Cloud sovereignty

Sovereignty may take many forms and have different meanings. There is no widely accepted definition and organisations are reflecting on it through multiple perspectives depending on their business and digital context. However, the adoption of public cloud has become prevalent for every organisation as an enabler of agility and innovation, no matter which type of context, industry or region.

The geopolitical context plus global and regional crises are leading organisations to seek resilience and realise cloud value with the right balance of control and innovation. A sovereign partner ecosystem is key to accelerating business transformation without losing the autonomy and control that customers need on their data and applications.

Cloud Sovereignty can be described as the political, business and technological dimensions of data protection and data security, as well as the control of and independence from operations, data, software, infrastructure and communications providers. A sovereign cloud must combine strategy, governance and technical controls to ensure resilience, flexibility, autonomy and compliance with regulatory requirements.

Public and private sector. The importance of cloud sovereignty is not limited to public services but has become a top concern for private industries due to the increasing pressure from industry and regional regulators in the light of recent geopolitical events. Sovereignty mismanagement in highly regulated industries can lead to severe consequences (data breaches, fines, brand reputation).
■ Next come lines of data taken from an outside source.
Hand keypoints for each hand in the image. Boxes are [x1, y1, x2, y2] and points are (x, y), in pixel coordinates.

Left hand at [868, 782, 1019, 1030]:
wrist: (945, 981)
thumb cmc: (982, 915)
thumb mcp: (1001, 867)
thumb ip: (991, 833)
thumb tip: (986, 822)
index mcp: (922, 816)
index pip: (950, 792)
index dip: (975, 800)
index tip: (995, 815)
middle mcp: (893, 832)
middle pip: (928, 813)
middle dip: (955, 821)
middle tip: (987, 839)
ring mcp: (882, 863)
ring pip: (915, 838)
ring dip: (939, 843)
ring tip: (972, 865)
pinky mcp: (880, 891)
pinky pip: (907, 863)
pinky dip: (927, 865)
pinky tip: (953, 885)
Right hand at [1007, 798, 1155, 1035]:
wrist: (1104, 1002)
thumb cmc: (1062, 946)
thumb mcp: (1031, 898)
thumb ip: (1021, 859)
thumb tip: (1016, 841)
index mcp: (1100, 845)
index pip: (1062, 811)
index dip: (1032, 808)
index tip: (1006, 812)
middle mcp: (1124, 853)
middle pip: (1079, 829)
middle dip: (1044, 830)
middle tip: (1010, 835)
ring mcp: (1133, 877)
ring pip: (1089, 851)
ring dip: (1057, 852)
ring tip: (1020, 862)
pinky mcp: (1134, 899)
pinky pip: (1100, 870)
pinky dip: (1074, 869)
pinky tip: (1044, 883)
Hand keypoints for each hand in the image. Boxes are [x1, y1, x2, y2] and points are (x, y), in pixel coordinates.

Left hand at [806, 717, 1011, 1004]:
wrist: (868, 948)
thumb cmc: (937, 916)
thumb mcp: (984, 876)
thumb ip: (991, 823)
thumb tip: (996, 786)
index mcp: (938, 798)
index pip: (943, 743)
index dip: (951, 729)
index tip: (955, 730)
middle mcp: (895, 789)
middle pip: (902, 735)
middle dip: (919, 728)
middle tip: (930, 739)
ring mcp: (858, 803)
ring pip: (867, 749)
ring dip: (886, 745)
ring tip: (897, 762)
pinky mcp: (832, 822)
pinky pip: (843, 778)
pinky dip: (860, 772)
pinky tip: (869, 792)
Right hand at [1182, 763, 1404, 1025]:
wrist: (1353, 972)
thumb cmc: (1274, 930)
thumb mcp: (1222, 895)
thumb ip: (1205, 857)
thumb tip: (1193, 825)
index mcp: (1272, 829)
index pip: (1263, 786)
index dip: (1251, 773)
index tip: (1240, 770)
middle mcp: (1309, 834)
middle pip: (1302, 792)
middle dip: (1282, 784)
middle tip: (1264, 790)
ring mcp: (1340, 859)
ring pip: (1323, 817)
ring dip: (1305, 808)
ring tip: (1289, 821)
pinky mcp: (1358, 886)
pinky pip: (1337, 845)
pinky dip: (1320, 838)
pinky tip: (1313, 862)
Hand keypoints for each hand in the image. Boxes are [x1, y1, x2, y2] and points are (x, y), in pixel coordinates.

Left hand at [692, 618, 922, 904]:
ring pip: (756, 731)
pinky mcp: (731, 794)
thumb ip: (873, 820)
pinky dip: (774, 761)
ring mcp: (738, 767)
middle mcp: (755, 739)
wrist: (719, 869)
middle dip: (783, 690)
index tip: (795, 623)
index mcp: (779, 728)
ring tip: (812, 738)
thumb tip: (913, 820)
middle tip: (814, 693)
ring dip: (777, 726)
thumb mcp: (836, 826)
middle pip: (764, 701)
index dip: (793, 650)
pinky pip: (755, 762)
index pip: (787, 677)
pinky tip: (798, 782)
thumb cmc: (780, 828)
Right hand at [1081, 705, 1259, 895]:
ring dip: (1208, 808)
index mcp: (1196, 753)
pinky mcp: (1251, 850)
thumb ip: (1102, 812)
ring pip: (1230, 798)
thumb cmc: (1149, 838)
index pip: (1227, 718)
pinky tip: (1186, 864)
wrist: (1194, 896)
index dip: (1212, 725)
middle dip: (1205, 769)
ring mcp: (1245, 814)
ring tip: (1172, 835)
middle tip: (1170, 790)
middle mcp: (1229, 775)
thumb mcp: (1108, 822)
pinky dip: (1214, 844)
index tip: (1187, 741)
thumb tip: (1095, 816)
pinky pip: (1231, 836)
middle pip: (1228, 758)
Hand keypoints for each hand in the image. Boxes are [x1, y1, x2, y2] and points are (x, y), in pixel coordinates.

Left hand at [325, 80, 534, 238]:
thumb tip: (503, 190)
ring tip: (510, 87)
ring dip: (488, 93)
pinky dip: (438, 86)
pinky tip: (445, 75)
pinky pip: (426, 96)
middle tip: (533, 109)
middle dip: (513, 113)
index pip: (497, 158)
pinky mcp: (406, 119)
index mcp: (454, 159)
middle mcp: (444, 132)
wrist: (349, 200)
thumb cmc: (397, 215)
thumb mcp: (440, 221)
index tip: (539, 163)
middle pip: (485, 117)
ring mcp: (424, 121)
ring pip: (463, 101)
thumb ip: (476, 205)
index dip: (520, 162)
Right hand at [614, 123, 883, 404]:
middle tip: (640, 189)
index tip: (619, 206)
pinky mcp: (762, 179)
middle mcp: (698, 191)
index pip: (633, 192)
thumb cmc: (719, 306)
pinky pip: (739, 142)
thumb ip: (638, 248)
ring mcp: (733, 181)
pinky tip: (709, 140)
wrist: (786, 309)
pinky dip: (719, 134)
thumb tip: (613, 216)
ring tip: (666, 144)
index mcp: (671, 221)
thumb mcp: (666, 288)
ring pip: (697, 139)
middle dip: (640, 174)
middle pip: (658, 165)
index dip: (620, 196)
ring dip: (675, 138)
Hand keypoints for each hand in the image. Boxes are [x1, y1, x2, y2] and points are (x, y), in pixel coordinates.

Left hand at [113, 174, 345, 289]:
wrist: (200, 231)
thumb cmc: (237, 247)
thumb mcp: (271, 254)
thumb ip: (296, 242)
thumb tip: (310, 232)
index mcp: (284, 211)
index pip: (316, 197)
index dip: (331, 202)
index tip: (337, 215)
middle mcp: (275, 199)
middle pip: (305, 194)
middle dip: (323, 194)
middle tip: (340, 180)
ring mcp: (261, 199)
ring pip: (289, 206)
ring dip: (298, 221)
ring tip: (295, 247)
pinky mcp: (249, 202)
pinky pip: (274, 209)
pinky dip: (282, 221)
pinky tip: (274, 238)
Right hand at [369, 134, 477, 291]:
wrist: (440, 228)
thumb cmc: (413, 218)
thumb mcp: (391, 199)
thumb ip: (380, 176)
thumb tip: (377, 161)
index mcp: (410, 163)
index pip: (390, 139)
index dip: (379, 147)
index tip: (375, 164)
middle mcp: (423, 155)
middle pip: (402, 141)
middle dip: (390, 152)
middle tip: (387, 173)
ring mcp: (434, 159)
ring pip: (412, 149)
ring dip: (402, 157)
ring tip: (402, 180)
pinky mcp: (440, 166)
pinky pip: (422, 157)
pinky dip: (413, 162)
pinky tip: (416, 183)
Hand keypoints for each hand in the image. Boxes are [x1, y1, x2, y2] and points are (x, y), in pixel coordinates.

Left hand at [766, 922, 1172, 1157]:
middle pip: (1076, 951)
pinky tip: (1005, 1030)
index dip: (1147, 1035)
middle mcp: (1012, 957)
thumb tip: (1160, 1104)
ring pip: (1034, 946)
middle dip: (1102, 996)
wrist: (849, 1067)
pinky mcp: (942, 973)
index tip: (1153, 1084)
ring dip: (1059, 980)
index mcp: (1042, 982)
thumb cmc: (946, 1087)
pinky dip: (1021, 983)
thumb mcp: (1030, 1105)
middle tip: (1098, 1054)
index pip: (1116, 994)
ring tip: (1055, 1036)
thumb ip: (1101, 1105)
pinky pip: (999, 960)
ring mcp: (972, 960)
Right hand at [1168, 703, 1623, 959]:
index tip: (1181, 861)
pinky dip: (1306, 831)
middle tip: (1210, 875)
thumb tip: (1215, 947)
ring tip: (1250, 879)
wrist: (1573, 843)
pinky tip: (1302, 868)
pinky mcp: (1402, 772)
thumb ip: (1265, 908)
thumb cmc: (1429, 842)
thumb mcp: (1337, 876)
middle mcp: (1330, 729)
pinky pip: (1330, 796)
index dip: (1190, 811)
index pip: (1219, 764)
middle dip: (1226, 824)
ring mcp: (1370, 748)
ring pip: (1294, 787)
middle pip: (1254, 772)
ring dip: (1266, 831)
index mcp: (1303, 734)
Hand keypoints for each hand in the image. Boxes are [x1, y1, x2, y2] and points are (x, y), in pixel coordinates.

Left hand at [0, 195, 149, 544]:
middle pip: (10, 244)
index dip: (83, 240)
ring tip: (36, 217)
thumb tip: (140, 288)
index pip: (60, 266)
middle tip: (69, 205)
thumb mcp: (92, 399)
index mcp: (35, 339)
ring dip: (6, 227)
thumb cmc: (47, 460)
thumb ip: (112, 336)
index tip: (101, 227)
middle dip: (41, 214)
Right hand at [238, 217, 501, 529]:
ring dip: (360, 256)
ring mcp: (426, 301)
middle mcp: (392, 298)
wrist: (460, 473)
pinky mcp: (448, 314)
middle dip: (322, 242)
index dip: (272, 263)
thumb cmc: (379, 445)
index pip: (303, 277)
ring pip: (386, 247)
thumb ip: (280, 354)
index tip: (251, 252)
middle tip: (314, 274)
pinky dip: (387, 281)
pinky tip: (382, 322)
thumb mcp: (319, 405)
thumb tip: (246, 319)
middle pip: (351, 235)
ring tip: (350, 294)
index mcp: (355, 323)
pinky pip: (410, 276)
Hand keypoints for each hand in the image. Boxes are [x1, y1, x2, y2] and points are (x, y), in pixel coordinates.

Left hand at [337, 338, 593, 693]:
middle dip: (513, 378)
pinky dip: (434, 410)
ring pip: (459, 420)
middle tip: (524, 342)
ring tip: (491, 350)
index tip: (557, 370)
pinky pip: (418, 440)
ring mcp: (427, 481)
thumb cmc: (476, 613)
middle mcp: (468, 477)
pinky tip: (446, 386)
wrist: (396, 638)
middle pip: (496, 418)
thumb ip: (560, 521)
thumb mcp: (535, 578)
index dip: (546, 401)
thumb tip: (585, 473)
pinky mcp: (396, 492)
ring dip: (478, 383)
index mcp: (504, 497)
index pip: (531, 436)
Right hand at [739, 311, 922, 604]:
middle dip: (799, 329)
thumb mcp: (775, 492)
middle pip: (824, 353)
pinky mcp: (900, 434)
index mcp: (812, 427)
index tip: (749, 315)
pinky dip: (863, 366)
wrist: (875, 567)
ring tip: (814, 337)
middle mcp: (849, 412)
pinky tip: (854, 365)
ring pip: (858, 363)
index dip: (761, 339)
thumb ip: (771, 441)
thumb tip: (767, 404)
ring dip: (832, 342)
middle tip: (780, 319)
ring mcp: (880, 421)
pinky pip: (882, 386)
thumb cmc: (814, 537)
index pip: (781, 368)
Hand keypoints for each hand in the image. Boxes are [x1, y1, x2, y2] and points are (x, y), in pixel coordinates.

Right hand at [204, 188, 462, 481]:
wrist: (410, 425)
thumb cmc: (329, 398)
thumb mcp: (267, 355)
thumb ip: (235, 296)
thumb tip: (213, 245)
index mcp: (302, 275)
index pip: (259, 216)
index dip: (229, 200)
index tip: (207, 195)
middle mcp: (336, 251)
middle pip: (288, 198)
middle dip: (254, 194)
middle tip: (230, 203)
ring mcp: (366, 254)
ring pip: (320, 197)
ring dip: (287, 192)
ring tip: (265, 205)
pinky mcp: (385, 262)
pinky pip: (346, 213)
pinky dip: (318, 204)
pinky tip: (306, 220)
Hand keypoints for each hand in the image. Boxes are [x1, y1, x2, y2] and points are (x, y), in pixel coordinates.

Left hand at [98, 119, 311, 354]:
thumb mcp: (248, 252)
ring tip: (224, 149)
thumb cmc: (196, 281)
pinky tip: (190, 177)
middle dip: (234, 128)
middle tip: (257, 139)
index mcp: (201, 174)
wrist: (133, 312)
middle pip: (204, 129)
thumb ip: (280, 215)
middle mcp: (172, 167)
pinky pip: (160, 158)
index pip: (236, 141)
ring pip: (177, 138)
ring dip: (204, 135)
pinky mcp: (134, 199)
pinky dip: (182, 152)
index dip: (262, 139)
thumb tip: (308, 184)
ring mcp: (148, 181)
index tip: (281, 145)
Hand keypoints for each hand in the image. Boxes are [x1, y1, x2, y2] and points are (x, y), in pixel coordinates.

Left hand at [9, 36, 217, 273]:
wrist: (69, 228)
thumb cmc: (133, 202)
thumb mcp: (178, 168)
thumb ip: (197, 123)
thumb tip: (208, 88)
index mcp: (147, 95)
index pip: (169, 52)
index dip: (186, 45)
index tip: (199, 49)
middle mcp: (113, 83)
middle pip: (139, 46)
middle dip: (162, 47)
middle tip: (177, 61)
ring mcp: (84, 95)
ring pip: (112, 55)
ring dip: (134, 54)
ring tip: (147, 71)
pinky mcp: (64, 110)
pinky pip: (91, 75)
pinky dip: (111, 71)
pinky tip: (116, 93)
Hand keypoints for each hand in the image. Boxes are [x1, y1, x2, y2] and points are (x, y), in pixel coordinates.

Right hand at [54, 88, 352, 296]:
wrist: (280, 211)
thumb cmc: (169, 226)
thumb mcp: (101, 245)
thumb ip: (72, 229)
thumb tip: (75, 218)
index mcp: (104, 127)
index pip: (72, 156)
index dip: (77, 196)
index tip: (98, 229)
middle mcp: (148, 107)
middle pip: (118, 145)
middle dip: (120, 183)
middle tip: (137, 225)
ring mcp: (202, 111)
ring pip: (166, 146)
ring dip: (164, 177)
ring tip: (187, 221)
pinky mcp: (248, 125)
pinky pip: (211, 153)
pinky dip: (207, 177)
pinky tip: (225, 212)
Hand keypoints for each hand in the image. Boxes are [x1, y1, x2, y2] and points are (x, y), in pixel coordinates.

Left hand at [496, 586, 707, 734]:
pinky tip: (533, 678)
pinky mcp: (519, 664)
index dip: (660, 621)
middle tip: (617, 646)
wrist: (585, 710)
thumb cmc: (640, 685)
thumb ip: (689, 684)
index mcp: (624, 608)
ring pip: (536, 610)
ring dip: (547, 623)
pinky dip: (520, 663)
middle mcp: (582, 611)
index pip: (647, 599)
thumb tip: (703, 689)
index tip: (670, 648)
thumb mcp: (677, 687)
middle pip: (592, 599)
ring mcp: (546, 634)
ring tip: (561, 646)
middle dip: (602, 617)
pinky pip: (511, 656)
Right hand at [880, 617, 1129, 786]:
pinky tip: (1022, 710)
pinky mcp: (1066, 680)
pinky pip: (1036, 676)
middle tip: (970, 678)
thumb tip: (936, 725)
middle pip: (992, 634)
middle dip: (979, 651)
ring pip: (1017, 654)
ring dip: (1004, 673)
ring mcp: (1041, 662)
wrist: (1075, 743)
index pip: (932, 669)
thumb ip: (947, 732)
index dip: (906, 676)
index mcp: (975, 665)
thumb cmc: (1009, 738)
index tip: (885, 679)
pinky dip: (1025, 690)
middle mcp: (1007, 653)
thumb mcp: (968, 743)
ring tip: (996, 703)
Public and private organisations need both to maintain control over their operations and assets in the cloud to ensure productivity, resilience, and maintain their competitive advantage within a context of uncertainty.

The driving Trident for Sovereignty. Geopolitics, market and regulation shape the sovereignty requirements of organisations. The sovereignty posture of each one reflects their strategy to address their unique challenges that need to be overcome along the Cloud adoption.

Assessing Sovereignty

In order to evaluate technical cloud sovereignty in organisations, Deloitte has developed a comprehensive framework that covers the entire cloud stack and includes five distinct domains. This framework is applicable to organisations across all industries, including public and private sectors, and can be used to assess an organisation's level of maturity in cloud sovereignty.

Operational sovereignty. Visibility and control over provider operations. Prevent unauthorised access to data through monitoring and controlling IT services, as well as the underlying configuration to deliver and operate securely and effectively cloud services.

Data sovereignty. Ability to maintain control over data, including where and the way it is stored, how it is protected and processed, and who has access to it. Organisations can only achieve full data sovereignty as data owner. Otherwise, they must rely on agreements with third-parties, which limit the degree of such sovereignty.

Software Sovereignty. Ability to operate and orchestrate software or solutions independently from a manufacturer’s product roadmap. This includes maintaining control over the source code, development processes, and software updates, as well as the ability to shift between platform providers.

Infra/Comms Sovereignty. Technological and operational sovereignty over your organisation’s infrastructure including data and software layers as an enabler to have full control over physical and logical access. Utilising open standards for infrastructure and communications maximises adaptability and, resilience and survivability of your IT and organisation to shift between scenarios.

Security – Cross dimension. Overarching controls over the rest of the domains to ensure security is covered in all layers of the framework.